Wisconsin LGBTQ History Project Documents the Past and Present of Wisconsin’s LGBTQ Community

Documenting Wisconsin’s LGTBQ+ Community

During June, cities across the globe light up with the colors of the pride flag to honor a month of celebration of the LGBTQ+ community worldwide. Since the 60’s, the month has transformed into a time to acknowledge the community’s culture, contributions, achievements, and struggles.

Since the beginning of recorded history, the presence of LGBTQ+ figures has been noted as a second or third thought. Now, in modern times organizations have taken up the task of recording and archiving their history and preserving it for future generations. 

In 1994, the Wisconsin LGBTQ History Project was started by Don Schwamb when he began documenting personal memories, records, and local LGBTQ+ publications to archive the presence of the community, beginning primarily in Milwaukee before expanding to the rest of the state. The organization has since expanded with the help of board members such as Diane Gregory.

“The thing is when we first started, it was hard to find any photos, there were no photos inside of bars none, and people didn’t carry around cameras, and you certainly didn’t take photos of each other, said Gregory. “There was no documentation of our lives because nobody was supposed to know about them.”

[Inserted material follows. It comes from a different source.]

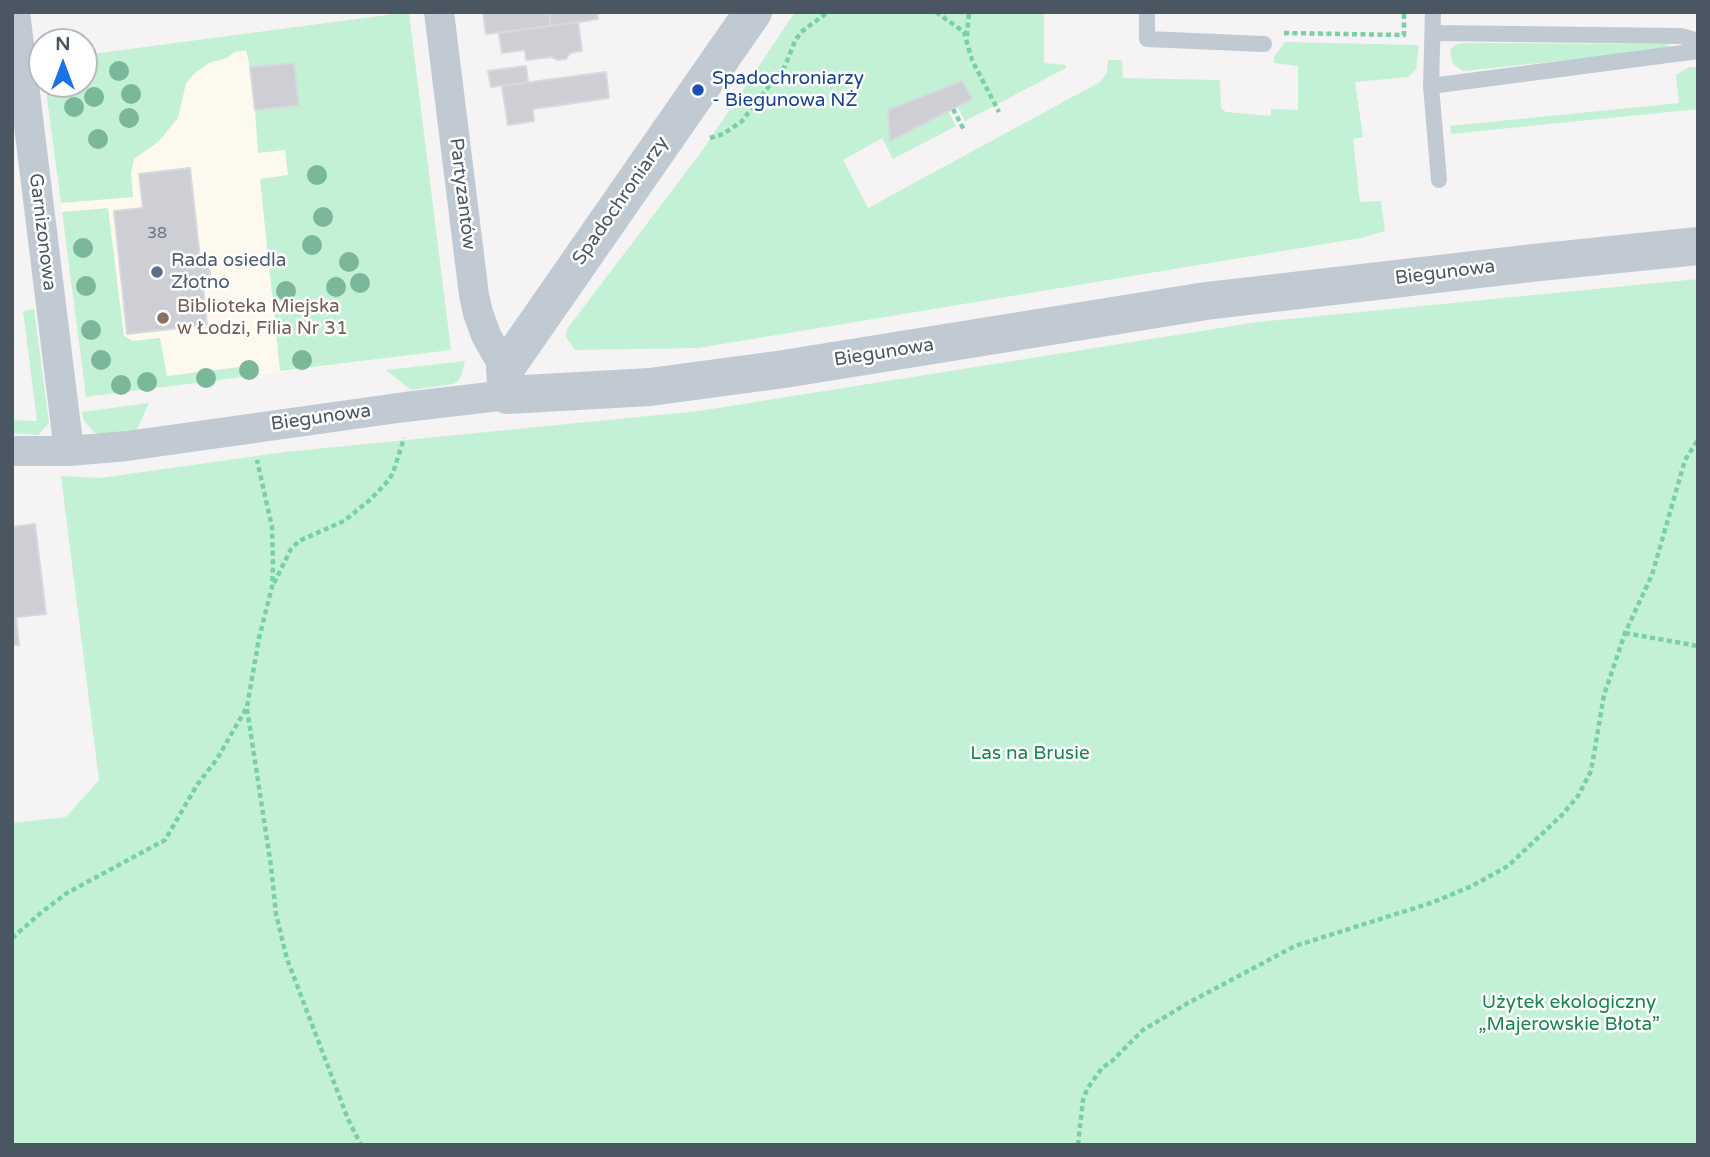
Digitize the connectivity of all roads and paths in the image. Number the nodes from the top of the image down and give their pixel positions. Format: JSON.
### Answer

Maintaining Their Community Roots

The project has since grown to new levels, traveling to pride festivals and parades around the state, and collecting photos, artifacts, interviews, and stories to keep LGBTQ+ history alive in the state. The project also serves to remind people that the LGBTQ+ community has always been present, with a history just as important as other topics. 

The Board is represented by community members, leaders, and activists who represent their community with pride and work to ensure the organization continues to expand its mission of preservation and reconnection to history. Alongside community advisors, the organization looks to create an archive and resource list that represents the diverse LGBTQ+ community of Wisconsin.  

Gregory began working with the group in 2017. Gregory first began her participation with meet-and-greets with Board Chairperson Michail Takach, a chance for the community to get to know and learn about the project, as well as submit their own stories or archival material. As the project grew, Gregory was asked to join the board as a member adding to the number of individuals dedicated to driving the mission forward. 

“I’m glad I was around when I was but I love seeing what’s happening today,” said Gregory. “It’s freedom, it’s the freedom to be yourself the whole thing ‘be your authentic self’ It definitely is true now.”

The Wisconsin LGBTQ History Project at Lesbian Visibility Week in Walker’s Point. From left to right Michail Takach, Diane Gregory, and Stephanie Hume. (Picture by Diane Gregory)
The Wisconsin LGBTQ History Project at Lesbian Visibility Week in Walker’s Point. From left to right Michail Takach, Diane Gregory, and Stephanie Hume. (Picture by Diane Gregory)

As a prominent community member and board member, Gregory has also submitted her own story and picture to the project to further connect herself to the community. 

“I’m pretty humbled by it, that I’m a part of history,” said Gregory. “Many friends of mine are out there and just to be a part of that and knowing that when I’m gone I’m still going to be out there, is a nice feeling. ”

Interacting with History

The project takes pride in its website, which outlines resources such as important places, people, media relationships, and events in the state’s LGBTQ history. It is not only a way to preserve important history and stories, but also an attempt to reconnect Wisconsin to the history itself, so everyone can see its legacy. 

“It’s a lot of history with the, the pictures, and it’s getting updated [the website] so that people can add their own photos to our website so it can be more interactive,” said Gregory. “It’s all about education and being a part of it, us living our lives, we made this happen.”

The organization members make a point to be present and active in the community, in events offering ways for people to submit items they would like to be documented in their digital archive.  

“Every event we have now it’s like different people show up so it’s like we’re touching more lives,” said Gregory. “So I’m excited about reaching new people.” 

The site also features a blog and news section for followers or those interested can check out current events, opinions, and updates on the Wisconsin LGBTQ+ community. 

Additionally, the group does walking tours, showing participants the sites and locations in Milwaukee that hold significant value to the community.